The multiple economies associated with these enhanced land developments would be highly desirable for downstream manufacturers, especially those associated with the proposed multi-billion-dollar PTT Global Chemical ethane cracker to be located just across the Ohio River from Moundsville.
However, Marshall County’s massive Blue Racer natural gas cryogenic and fractionation processing plant, with its 700-mile “super system” of Utica Shale gathering pipelines, could alone serve as an existing anchor for future industrial development in the region.
So, too, for MarkWest’s sprawling Majorsville processing complex and the Williams Company Moundsville fractionation plant that, together, represent billions of dollars of completed capital investment in the county.
The extension of I-68 on the Morgantown side of the project could also be built to accelerate existing plans for a four-lane connector from the Mon Fayette Expressway, in eastern Monongalia County, to a new exit on I-79 north of Star City.
Transportation planners believe that routing the so-called I-268 beltway through the northernmost portion of the county will open up vast tracts of land for planned development, as well as help relieve existing traffic congestion throughout the entire city.

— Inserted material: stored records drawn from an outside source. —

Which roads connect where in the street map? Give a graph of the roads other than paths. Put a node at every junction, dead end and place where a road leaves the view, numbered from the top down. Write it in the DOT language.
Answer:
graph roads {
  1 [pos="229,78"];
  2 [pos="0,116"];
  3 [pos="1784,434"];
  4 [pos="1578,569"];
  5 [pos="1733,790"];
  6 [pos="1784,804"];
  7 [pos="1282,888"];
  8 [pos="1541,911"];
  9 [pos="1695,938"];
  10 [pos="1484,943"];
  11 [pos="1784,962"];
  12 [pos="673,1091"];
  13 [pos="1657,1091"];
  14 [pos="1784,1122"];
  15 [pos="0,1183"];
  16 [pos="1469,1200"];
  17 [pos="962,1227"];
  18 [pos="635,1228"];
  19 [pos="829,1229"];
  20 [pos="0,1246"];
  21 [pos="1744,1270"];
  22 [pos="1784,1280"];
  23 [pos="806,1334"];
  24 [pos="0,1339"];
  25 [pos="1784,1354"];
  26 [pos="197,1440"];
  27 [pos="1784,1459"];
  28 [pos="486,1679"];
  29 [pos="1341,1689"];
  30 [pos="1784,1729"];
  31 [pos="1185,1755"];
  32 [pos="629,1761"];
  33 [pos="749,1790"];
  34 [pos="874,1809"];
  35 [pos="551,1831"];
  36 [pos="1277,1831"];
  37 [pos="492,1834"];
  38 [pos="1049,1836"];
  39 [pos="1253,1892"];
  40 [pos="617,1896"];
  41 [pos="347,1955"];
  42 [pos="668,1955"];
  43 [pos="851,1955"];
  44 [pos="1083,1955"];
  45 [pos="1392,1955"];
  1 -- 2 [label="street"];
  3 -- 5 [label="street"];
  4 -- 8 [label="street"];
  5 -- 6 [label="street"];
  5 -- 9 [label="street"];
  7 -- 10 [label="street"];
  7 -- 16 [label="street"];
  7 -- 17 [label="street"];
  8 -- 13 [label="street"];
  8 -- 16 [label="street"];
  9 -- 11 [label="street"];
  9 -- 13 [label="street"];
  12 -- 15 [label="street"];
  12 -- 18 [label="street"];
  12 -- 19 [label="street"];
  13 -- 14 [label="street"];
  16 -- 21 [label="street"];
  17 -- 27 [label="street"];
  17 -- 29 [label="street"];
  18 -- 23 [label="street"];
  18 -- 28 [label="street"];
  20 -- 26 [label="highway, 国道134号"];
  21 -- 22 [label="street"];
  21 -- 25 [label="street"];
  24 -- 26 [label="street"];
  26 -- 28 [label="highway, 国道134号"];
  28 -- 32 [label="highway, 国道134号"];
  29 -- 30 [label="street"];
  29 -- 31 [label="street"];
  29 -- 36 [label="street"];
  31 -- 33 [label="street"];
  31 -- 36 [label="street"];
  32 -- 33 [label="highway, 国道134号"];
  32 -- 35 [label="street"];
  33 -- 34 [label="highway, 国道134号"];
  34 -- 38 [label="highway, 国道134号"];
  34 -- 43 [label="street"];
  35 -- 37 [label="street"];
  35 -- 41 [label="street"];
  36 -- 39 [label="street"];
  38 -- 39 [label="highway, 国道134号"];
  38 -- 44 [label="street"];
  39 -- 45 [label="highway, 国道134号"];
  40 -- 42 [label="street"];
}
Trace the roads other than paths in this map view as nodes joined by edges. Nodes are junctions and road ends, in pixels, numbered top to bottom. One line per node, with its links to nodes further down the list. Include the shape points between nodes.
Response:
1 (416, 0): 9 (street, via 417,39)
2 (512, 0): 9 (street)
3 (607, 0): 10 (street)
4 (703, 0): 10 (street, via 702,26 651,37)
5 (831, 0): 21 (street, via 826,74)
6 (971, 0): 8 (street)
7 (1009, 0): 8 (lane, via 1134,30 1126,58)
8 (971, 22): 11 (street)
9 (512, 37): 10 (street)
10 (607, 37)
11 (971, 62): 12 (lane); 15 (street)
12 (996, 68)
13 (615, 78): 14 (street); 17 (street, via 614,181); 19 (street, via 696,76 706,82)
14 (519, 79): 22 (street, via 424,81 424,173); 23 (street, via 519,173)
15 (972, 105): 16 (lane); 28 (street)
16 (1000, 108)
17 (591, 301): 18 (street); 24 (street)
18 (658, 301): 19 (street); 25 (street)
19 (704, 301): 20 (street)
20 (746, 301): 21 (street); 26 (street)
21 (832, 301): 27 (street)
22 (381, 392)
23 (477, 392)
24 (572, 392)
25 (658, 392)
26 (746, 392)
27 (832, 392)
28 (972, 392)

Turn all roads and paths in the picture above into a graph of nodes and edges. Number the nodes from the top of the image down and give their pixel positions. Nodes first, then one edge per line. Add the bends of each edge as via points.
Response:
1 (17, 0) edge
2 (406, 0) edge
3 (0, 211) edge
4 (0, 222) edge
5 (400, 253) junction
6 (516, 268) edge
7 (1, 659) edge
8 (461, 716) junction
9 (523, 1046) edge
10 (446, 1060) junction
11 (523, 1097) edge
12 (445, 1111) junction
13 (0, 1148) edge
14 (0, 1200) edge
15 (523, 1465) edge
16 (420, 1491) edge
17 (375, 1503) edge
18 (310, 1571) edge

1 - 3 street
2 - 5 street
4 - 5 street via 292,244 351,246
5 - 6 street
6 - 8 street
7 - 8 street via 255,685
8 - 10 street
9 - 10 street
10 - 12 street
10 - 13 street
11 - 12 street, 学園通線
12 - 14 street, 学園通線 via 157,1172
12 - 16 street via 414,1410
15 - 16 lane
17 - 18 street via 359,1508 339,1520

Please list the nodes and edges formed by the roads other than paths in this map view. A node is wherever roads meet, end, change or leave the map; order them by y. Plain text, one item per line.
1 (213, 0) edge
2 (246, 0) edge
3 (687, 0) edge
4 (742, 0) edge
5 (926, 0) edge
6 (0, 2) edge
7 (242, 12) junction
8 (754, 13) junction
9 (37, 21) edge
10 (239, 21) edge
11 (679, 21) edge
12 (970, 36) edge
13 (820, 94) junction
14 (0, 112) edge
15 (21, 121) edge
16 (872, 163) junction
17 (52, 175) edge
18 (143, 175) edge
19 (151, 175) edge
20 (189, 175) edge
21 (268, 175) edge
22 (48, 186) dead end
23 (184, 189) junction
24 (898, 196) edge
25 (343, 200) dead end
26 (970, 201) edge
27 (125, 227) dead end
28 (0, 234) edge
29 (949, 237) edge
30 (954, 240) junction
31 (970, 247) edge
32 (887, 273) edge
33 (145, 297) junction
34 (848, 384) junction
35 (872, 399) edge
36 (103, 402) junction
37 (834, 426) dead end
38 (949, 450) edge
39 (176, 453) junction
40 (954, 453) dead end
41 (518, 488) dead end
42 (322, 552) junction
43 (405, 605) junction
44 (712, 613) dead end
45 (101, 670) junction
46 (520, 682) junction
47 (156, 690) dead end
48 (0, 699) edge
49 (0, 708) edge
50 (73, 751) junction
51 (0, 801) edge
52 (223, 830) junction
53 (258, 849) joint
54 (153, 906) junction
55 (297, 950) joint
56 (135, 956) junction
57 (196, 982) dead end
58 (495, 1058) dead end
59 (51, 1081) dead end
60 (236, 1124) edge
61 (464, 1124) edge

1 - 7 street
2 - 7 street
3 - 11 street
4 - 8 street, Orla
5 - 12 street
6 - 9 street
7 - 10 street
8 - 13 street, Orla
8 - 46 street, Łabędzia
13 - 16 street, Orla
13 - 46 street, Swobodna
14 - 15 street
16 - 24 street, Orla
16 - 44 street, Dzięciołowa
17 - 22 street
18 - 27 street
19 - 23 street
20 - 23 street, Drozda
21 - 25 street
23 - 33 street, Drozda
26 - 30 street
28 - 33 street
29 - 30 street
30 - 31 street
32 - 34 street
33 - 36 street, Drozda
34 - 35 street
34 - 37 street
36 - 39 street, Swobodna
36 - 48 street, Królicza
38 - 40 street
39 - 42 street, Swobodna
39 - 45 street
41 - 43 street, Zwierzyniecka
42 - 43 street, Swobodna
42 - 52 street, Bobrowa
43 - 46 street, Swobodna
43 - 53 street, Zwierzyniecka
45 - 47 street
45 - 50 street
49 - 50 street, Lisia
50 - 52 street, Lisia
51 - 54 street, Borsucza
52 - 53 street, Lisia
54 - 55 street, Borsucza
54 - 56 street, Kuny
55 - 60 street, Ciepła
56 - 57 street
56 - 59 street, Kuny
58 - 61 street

Given the construction of the Mon County Ballpark in the University Town Center, northwest of the Evansdale Campus, and the new WVU aquatics center and track and field complex, farther west of I-79 in Mylan Park, underscores the development pattern.
Nascent plans for a WVU football stadium in the vicinity would also be enhanced by routing I-68 west from the I-268 beltway, especially given the construction of a new connector from the recently completed exit on I-79 in Granville to Mylan Park.
The need for expanding I-68 to the Ohio Valley was recognized years ago, and long before the Marcellus and Utica shale fields were discovered.
In fact, in 2003, the Federal Highway Administration formally authorized the extension’s incorporation into the Interstate Highway System, paving the way for federal funding based on an 80 percent match of the total highway construction costs.
Using a recent $1 billion estimate for constructing the 70-mile segment of the highway between Morgantown and the Ohio River would result in a $200 million match for West Virginia, which is roughly 4 percent of the state’s total budget for any given year.
And that amount could be reduced further by partnerships that utilize shared resources for land preparation and collocated rights-of-way, as well as bond financing based on toll revenue generated by rerouted tractor-trailer volume from the Pennsylvania Turnpike.
Of course, leveraging the federal match of $800 million would also help reduce the total outlays for the state, as it would generate its own tax revenue while further stimulating the regional economy.
Expanding I-68 to the Northern Panhandle would also create long-term economic synergies by connecting the region’s burgeoning industrial development with the intellectual capital within the I-79 High Technology Corridor anchored by WVU, the High Technology Consortium and the FBI Center.
And should the proposed Appalachian Storage Hub concept come to fruition, a completed I-68, with its shovel-ready, certified development sites, could reposition West Virginia to become a full participant within the Tri-State Shale Crescent USA initiative.